Stored data:
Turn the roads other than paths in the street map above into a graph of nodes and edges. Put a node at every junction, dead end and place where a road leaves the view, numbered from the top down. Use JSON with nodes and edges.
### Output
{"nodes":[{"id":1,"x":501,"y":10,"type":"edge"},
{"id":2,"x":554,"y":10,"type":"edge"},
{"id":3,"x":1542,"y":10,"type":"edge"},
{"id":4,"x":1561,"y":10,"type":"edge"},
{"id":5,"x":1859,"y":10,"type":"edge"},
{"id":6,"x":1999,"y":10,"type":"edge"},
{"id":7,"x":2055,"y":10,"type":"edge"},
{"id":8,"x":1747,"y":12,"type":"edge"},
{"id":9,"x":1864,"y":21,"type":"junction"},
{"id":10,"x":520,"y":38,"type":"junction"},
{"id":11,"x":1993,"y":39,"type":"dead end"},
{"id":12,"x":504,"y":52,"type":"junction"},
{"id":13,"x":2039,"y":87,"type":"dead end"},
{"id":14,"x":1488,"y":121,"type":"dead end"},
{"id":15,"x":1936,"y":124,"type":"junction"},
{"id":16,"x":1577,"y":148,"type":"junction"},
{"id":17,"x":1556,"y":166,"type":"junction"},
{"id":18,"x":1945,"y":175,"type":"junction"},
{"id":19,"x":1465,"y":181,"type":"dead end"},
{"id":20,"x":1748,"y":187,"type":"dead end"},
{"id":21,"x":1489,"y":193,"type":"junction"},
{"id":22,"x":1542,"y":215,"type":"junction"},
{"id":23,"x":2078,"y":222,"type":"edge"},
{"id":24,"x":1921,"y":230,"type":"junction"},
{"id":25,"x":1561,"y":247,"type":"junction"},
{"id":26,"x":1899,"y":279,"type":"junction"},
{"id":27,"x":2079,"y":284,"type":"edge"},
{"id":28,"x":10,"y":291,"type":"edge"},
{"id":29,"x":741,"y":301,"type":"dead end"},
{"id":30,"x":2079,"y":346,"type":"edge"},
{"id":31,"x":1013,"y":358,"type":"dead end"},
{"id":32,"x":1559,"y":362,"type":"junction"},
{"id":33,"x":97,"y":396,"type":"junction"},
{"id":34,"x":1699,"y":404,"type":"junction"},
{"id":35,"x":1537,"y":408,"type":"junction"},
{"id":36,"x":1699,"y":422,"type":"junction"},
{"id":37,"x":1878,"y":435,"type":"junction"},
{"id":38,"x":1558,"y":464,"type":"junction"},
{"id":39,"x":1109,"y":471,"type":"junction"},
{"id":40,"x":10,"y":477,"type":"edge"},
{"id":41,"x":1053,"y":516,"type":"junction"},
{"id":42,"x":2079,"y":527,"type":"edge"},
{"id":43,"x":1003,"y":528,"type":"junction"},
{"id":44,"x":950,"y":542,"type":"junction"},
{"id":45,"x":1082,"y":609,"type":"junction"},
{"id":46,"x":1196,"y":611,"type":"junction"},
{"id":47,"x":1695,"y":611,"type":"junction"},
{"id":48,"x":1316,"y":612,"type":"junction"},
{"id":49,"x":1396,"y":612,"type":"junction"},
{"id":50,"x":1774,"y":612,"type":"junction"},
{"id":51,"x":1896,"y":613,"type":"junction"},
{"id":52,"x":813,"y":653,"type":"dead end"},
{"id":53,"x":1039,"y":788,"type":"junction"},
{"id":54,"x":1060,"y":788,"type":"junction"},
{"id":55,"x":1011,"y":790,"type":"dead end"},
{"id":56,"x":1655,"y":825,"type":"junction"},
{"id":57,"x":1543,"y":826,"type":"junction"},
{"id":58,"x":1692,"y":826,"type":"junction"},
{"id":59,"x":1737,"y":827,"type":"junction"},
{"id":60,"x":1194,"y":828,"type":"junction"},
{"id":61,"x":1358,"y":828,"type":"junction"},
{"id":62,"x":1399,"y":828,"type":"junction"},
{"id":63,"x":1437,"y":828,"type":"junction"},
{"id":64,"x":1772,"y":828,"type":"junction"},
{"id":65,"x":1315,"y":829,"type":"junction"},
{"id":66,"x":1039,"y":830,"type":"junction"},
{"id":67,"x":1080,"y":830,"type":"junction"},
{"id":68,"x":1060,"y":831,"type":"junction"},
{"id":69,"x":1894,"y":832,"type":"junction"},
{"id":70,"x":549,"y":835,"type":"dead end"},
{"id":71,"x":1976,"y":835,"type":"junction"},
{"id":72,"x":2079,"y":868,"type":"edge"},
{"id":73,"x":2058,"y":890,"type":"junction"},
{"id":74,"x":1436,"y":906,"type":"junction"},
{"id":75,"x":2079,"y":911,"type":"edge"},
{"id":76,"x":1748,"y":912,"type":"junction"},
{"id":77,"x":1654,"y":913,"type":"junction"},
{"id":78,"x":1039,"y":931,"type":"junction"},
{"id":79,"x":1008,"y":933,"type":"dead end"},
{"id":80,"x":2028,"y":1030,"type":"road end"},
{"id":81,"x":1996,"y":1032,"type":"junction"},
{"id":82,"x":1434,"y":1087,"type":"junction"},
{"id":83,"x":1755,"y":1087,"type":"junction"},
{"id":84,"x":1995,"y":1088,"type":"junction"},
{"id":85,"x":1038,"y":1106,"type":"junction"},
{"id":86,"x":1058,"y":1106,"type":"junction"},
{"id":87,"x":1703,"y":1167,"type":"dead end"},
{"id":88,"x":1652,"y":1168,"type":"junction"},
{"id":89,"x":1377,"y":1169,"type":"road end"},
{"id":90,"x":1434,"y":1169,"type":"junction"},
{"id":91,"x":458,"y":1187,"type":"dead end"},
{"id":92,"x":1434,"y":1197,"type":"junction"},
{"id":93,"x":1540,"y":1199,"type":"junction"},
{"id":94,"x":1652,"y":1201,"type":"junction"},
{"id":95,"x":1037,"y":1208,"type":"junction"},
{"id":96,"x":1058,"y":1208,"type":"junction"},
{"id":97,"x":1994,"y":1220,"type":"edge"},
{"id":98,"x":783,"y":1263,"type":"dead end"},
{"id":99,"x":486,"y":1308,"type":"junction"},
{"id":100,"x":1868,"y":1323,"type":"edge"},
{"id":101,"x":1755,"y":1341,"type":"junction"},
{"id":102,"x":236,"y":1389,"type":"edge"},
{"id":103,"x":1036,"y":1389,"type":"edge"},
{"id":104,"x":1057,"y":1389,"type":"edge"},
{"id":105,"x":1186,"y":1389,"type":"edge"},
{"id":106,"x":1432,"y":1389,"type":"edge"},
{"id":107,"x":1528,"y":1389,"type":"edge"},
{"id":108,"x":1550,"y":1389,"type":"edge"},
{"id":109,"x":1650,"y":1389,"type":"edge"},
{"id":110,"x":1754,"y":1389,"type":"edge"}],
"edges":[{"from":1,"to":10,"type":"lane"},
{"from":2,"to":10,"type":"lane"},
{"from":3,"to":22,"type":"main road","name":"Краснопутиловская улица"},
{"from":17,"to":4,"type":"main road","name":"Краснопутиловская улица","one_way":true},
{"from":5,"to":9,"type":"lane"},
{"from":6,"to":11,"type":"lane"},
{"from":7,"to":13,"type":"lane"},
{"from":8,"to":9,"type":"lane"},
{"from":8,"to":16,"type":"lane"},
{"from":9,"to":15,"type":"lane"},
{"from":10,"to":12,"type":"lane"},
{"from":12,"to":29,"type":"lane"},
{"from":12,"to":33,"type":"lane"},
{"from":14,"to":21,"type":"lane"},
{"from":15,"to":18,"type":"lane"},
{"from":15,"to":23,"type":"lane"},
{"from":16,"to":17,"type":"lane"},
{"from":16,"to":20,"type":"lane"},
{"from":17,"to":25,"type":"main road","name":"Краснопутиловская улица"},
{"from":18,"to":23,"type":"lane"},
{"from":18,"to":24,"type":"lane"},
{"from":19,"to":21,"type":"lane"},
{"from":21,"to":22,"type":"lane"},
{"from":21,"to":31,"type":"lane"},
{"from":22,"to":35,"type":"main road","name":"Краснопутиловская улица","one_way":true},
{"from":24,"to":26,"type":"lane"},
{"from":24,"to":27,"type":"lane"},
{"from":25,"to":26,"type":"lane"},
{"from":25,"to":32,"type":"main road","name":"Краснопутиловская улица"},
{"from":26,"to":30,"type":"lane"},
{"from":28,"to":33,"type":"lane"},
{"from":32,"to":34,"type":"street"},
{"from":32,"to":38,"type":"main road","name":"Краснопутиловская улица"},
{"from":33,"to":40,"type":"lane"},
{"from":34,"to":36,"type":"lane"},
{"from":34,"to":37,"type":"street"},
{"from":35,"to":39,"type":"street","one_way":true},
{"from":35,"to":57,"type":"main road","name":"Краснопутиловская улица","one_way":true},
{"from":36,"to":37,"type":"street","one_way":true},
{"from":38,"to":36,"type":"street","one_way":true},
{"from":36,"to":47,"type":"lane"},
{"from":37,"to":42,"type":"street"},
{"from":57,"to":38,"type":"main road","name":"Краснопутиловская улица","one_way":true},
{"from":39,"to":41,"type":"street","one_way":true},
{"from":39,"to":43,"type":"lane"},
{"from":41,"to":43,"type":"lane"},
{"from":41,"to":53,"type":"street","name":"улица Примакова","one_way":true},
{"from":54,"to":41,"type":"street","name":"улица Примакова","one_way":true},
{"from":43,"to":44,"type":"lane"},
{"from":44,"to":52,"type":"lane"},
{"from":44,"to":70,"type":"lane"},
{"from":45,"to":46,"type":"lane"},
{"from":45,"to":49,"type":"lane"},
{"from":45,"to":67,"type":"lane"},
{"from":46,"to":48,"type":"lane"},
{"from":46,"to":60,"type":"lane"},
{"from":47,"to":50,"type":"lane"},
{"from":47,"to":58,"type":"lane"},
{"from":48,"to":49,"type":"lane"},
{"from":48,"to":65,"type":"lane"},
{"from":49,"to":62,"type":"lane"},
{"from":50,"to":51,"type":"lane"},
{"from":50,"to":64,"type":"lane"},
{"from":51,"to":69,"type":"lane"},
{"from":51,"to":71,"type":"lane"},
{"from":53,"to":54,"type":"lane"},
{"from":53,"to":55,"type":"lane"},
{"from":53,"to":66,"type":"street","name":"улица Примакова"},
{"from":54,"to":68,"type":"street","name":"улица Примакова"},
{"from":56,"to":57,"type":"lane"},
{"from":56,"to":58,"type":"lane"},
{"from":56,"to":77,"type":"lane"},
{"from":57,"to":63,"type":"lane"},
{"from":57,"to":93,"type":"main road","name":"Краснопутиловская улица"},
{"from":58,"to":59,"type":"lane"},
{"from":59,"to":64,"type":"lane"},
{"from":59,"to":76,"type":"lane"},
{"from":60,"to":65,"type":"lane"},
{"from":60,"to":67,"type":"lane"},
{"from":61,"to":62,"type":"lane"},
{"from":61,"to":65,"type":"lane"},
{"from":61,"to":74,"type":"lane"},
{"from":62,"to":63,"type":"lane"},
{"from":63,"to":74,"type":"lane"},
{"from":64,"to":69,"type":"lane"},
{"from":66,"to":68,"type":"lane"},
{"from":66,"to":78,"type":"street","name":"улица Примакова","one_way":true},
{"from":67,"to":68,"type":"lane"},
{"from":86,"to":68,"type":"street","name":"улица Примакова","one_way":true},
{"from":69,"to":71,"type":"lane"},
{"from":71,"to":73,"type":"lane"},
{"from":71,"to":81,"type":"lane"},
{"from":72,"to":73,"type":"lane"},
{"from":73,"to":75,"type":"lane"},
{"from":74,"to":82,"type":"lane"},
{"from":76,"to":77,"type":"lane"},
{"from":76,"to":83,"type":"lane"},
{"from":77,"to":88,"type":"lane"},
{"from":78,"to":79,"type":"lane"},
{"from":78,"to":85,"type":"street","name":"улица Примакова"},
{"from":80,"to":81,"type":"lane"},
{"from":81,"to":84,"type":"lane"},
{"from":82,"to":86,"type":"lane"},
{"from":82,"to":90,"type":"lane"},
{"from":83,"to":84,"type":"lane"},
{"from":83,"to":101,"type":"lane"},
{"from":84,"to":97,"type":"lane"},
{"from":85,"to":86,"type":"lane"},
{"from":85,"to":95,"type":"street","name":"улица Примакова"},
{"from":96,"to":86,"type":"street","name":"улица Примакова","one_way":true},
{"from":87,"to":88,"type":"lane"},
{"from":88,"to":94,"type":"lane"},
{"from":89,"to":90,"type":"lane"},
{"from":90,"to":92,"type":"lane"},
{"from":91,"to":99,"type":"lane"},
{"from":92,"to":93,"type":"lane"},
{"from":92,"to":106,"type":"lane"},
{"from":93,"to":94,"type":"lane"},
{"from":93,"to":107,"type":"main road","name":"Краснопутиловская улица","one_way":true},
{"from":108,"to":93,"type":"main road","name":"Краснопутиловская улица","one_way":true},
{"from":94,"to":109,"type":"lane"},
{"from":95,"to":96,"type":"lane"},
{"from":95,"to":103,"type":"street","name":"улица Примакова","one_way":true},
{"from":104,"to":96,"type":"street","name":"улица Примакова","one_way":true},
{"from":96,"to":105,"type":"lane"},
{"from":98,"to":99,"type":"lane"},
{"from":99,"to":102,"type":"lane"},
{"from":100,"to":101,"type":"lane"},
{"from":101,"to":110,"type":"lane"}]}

**EXERCISE DIRECTIONS:** Where does "nodes" appear in the records above? Copy each line that holds it.

**EXERCISE RESPONSE:**
Turn the roads other than paths in the street map above into a graph of nodes and edges. Put a node at every junction, dead end and place where a road leaves the view, numbered from the top down. Use JSON with nodes and edges.
{"nodes":[{"id":1,"x":501,"y":10,"type":"edge"},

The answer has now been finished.